Squash: Get on the Court!
Although you may not live in an area where squash is a popular sport for young adults, finding a squash court at a nearby athletic center or club is easier than one would imagine. During times where I call a friend and suggest they come play a few games of squash with me, it is the ones who have never played before who are extremely hesitant. For some reason, there is a misconception that learning to play squash takes years of practice. In reality, if you are able to have some patience and free time to get the hang of it, it can be easy.
Before You Go!
The first thing a beginner squash player needs to know is that squash can be similar to tennis in the sense that you are using racquet and a ball, and a similar swinging motion. However, squash differs because the ball is much smaller, heavier, and doesn’t bounce much unless the ball is very heated. In addition to this, you must have shoes without a black sole and eye protection such as goggles. Wearing this protection is mandatory for almost every pro tournament worldwide, and if you are going on the court it must be worn. In terms of your shoes, getting a good pair of squash shoes with plenty of shock absorption is important.
The Squash Ball:
Whether you are a professional squash coach, player, or a beginner, the first thing to do when you get on the court is to warm up the ball. Without warming up the ball, the ball barely bounces. Techniques to warm up the ball are to either place the ball under your shoe and roll it around about 25 times or to hit the ball against the wall a dozen times.

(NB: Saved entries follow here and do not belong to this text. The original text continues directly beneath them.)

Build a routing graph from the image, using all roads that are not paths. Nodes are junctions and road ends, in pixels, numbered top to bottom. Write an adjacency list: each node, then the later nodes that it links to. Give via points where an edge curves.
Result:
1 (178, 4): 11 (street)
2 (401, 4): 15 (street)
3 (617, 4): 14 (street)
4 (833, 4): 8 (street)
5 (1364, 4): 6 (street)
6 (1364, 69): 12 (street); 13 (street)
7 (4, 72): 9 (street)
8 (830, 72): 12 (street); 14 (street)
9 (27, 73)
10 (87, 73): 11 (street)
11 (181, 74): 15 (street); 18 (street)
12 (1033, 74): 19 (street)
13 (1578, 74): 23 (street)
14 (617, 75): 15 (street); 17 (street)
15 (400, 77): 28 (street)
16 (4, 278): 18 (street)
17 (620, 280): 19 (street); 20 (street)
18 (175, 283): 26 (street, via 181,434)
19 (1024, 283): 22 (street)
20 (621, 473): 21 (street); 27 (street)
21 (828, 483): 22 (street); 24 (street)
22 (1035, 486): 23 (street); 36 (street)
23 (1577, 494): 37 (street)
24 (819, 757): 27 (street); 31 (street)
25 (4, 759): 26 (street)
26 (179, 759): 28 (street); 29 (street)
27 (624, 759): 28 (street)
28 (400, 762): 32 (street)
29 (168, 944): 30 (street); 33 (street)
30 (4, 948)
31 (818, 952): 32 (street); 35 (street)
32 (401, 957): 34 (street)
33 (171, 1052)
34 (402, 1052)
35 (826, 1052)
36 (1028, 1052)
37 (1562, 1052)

Once you begin to notice that the ball is speeding up and bouncing a bit, you can start to practice your swing and contact with whichever ball you chose to use.

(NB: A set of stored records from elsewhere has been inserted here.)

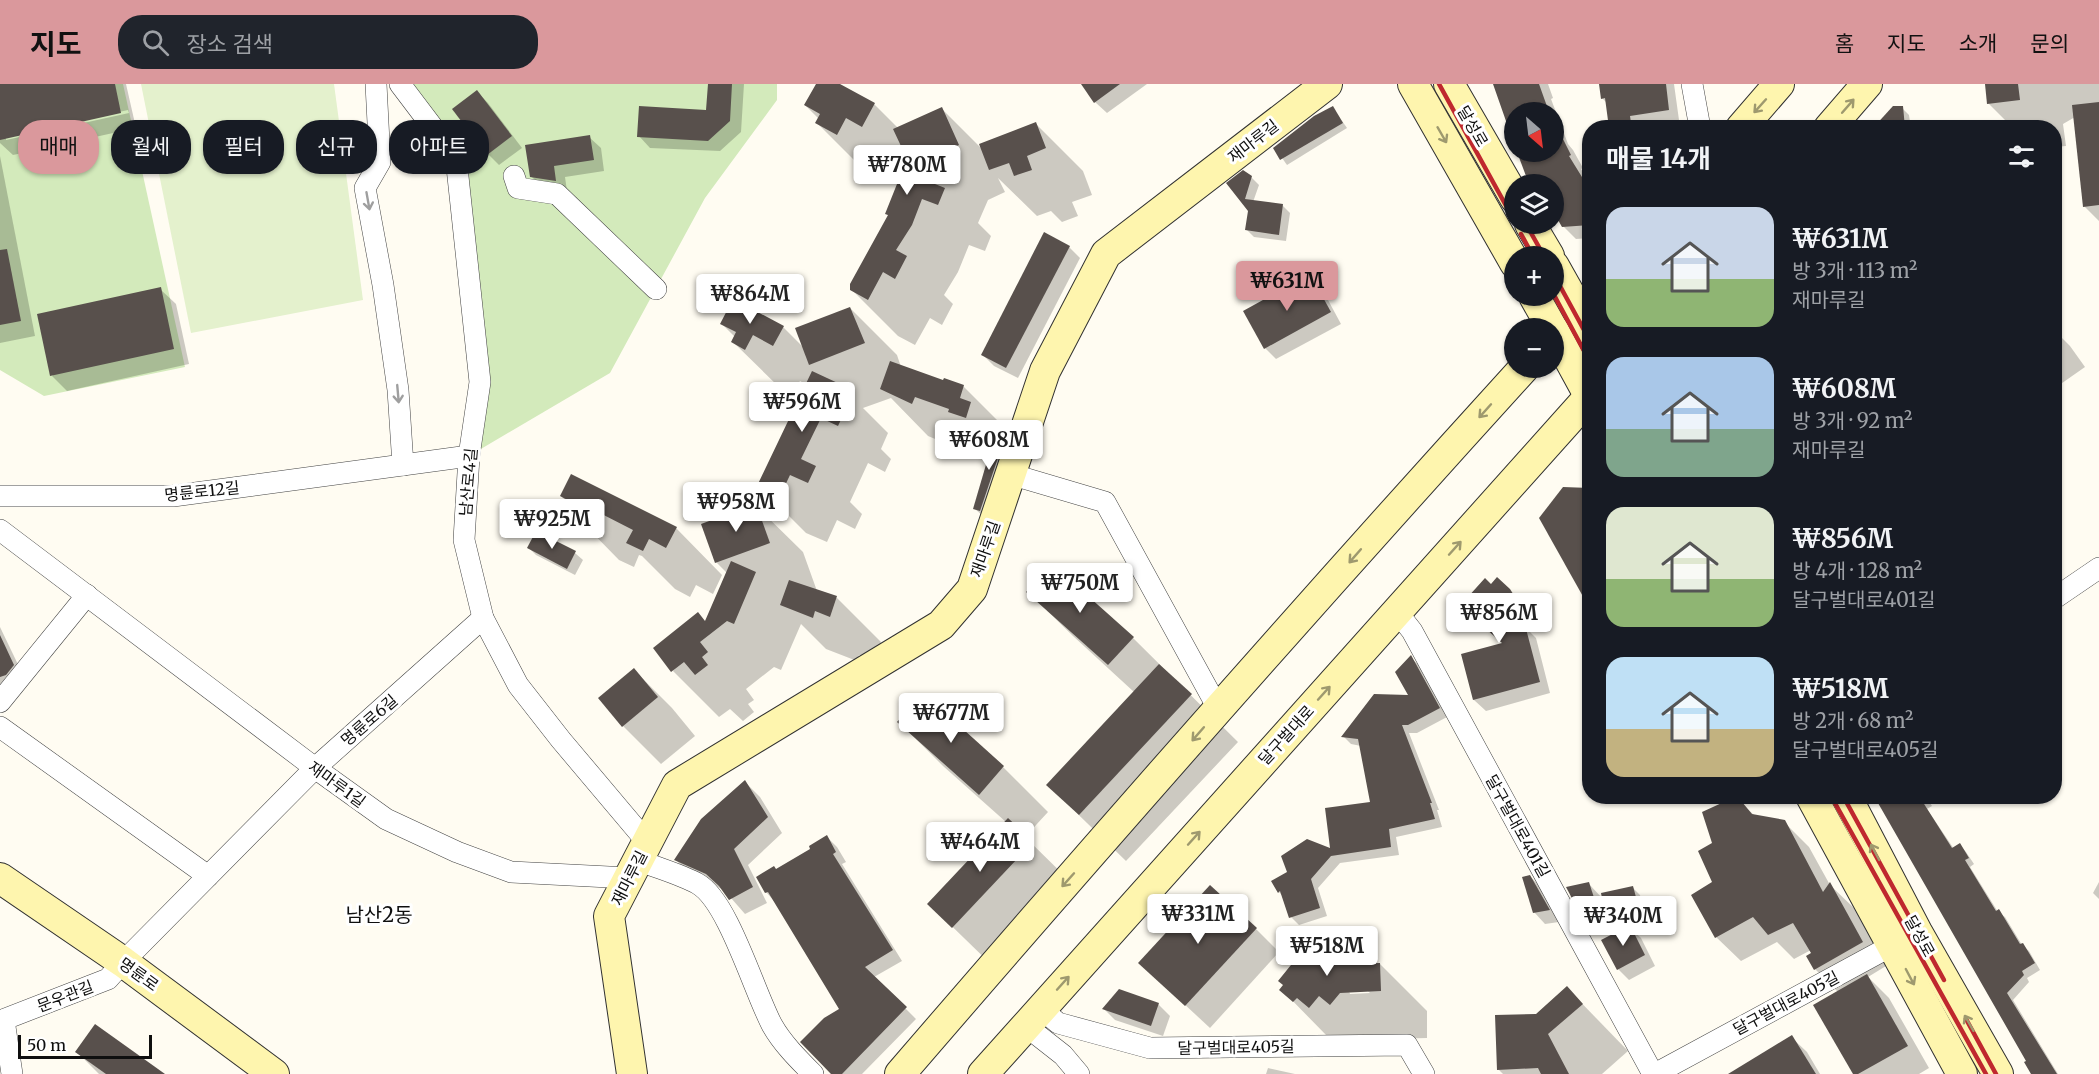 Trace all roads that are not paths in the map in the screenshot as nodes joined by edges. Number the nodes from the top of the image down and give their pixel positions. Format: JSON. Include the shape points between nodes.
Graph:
{"nodes":[{"id":1,"x":376,"y":84,"type":"edge"},
{"id":2,"x":400,"y":84,"type":"edge"},
{"id":3,"x":1327,"y":84,"type":"edge"},
{"id":4,"x":1413,"y":84,"type":"edge"},
{"id":5,"x":1449,"y":84,"type":"edge"},
{"id":6,"x":1692,"y":84,"type":"edge"},
{"id":7,"x":1779,"y":84,"type":"edge"},
{"id":8,"x":1867,"y":84,"type":"edge"},
{"id":9,"x":1699,"y":120,"type":"edge"},
{"id":10,"x":1747,"y":120,"type":"edge"},
{"id":11,"x":1835,"y":120,"type":"edge"},
{"id":12,"x":514,"y":176,"type":"dead end"},
{"id":13,"x":1504,"y":179,"type":"edge"},
{"id":14,"x":1505,"y":246,"type":"edge"},
{"id":15,"x":1564,"y":280,"type":"edge"},
{"id":16,"x":656,"y":289,"type":"dead end"},
{"id":17,"x":1582,"y":305,"type":"edge"},
{"id":18,"x":1582,"y":314,"type":"edge"},
{"id":19,"x":1564,"y":325,"type":"edge"},
{"id":20,"x":1564,"y":350,"type":"edge"},
{"id":21,"x":1515,"y":378,"type":"edge"},
{"id":22,"x":1582,"y":383,"type":"edge"},
{"id":23,"x":1582,"y":406,"type":"edge"},
{"id":24,"x":469,"y":456,"type":"junction"},
{"id":25,"x":403,"y":465,"type":"junction"},
{"id":26,"x":1010,"y":474,"type":"junction"},
{"id":27,"x":0,"y":496,"type":"edge"},
{"id":28,"x":0,"y":530,"type":"edge"},
{"id":29,"x":2099,"y":568,"type":"edge"},
{"id":30,"x":2062,"y":593,"type":"edge"},
{"id":31,"x":87,"y":595,"type":"junction"},
{"id":32,"x":1398,"y":612,"type":"junction"},
{"id":33,"x":483,"y":618,"type":"junction"},
{"id":34,"x":0,"y":702,"type":"edge"},
{"id":35,"x":1219,"y":710,"type":"junction"},
{"id":36,"x":0,"y":727,"type":"edge"},
{"id":37,"x":315,"y":768,"type":"junction"},
{"id":38,"x":1816,"y":804,"type":"edge"},
{"id":39,"x":1849,"y":804,"type":"edge"},
{"id":40,"x":638,"y":860,"type":"junction"},
{"id":41,"x":208,"y":876,"type":"junction"},
{"id":42,"x":0,"y":878,"type":"edge"},
{"id":43,"x":1905,"y":938,"type":"junction"},
{"id":44,"x":123,"y":962,"type":"junction"},
{"id":45,"x":1033,"y":1017,"type":"junction"},
{"id":46,"x":2,"y":1021,"type":"edge"},
{"id":47,"x":12,"y":1074,"type":"edge"},
{"id":48,"x":274,"y":1074,"type":"edge"},
{"id":49,"x":632,"y":1074,"type":"edge"},
{"id":50,"x":813,"y":1074,"type":"edge"},
{"id":51,"x":900,"y":1074,"type":"edge"},
{"id":52,"x":983,"y":1074,"type":"edge"},
{"id":53,"x":1079,"y":1074,"type":"edge"},
{"id":54,"x":1424,"y":1074,"type":"edge"},
{"id":55,"x":1654,"y":1074,"type":"edge"},
{"id":56,"x":1962,"y":1074,"type":"edge"},
{"id":57,"x":1998,"y":1074,"type":"edge"}],
"edges":[{"from":1,"to":25,"type":"street","one_way":true,"via":[[380,162],[365,188],[398,390]]},
{"from":2,"to":24,"type":"street","name":"남산로4길","via":[[456,158],[480,382]]},
{"from":3,"to":26,"type":"main road","name":"재마루길","via":[[1106,254],[1045,371]]},
{"from":4,"to":14,"type":"main road","one_way":true},
{"from":5,"to":13,"type":"main road","name":"달성로"},
{"from":6,"to":9,"type":"street"},
{"from":7,"to":10,"type":"main road","one_way":true},
{"from":11,"to":8,"type":"main road","one_way":true},
{"from":12,"to":16,"type":"street","via":[[518,188],[557,194]]},
{"from":15,"to":17,"type":"main road"},
{"from":18,"to":19,"type":"main road"},
{"from":20,"to":22,"type":"main road"},
{"from":21,"to":35,"type":"main road","one_way":true},
{"from":32,"to":23,"type":"main road","name":"달구벌대로","one_way":true},
{"from":24,"to":25,"type":"street","name":"명륜로12길"},
{"from":24,"to":33,"type":"street","name":"남산로4길","via":[[464,540]]},
{"from":25,"to":27,"type":"street","name":"명륜로12길","via":[[173,496]]},
{"from":26,"to":35,"type":"street","via":[[1105,502]]},
{"from":26,"to":40,"type":"main road","name":"재마루길","via":[[972,589],[941,625],[677,785]]},
{"from":28,"to":31,"type":"street","name":"재마루1길"},
{"from":29,"to":30,"type":"street"},
{"from":31,"to":34,"type":"street"},
{"from":31,"to":37,"type":"street","name":"재마루1길"},
{"from":45,"to":32,"type":"main road","name":"달구벌대로","one_way":true},
{"from":32,"to":55,"type":"street","name":"달구벌대로401길","via":[[1412,631]]},
{"from":33,"to":37,"type":"street","name":"명륜로6길"},
{"from":33,"to":40,"type":"street","name":"남산로4길","via":[[518,685],[561,740]]},
{"from":35,"to":51,"type":"main road","one_way":true},
{"from":36,"to":41,"type":"street"},
{"from":37,"to":40,"type":"street","name":"재마루1길","via":[[386,819],[511,872]]},
{"from":37,"to":41,"type":"street","name":"명륜로6길"},
{"from":38,"to":43,"type":"main road"},
{"from":43,"to":39,"type":"main road","name":"달성로","one_way":true},
{"from":40,"to":49,"type":"main road","name":"재마루길","via":[[609,916]]},
{"from":40,"to":50,"type":"street","via":[[699,884],[712,896],[772,1025]]},
{"from":41,"to":44,"type":"street","name":"명륜로6길"},
{"from":42,"to":44,"type":"main road","name":"명륜로"},
{"from":43,"to":55,"type":"street","name":"달구벌대로405길"},
{"from":43,"to":56,"type":"main road","one_way":true},
{"from":57,"to":43,"type":"main road","name":"달성로","one_way":true},
{"from":44,"to":46,"type":"street","name":"문우관길","via":[[108,980]]},
{"from":44,"to":48,"type":"main road","name":"명륜로"},
{"from":45,"to":52,"type":"main road","name":"달구벌대로"},
{"from":45,"to":53,"type":"street"},
{"from":45,"to":54,"type":"street","name":"달구벌대로405길","via":[[1150,1048],[1407,1046]]},
{"from":46,"to":47,"type":"street"}]}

Dunlop provides the squash world with four types of balls based on ability or whether you are playing singles or doubles. The beginner ball, which has a blue dot on it and is slightly oversized, is a ball that bounces much easier than a pro or competition ball. Until you are able to familiarize yourself with the way the ball bounces, stick to the beginner ball to finalize your swing. After hitting consistency against the front wall, some people use progress ball, which is made specifically for intermediate players. If you feel that you are improving quickly, you can begin using the pro ball (double yellow dot) or the competition ball (single yellow dot) to play a real match!
Get the Swing of it:
Now that you know the logistics of getting onto the court, you need to know how to hit! The main thing to remember when getting into squash is that, as a beginner, you want to avoid trying to hit the ball with all your strength. After getting the ball to the wall and back, it is most important to position your feet and set up for the next ball your opponent hits. With squash , you can hit the ball virtually anywhere as long as it is within the lines, doesn’t hit the ceiling, and only hits the floor and front wall once before your opponent is able to hit the next ball. If you are struggling with timing the ball and racquet, try taking the ball in the air for a volley and hit the ball away from your opponent to make them run. Hit each ball as close to the corners and side walls as possible, because it increases the difficulty for your opponent to hit the next ball. In terms of backhands, most squash players use a one-handed backhand when the ball moves onto the left side of the court. Moving your feet quickly and taking small steps is a HUGE aspect of the game, because your opponent can call a “let” and gain the point as a “stroke” if you were in their way and could have moved. Stay out of your opponent’s way and you will have fun while you play!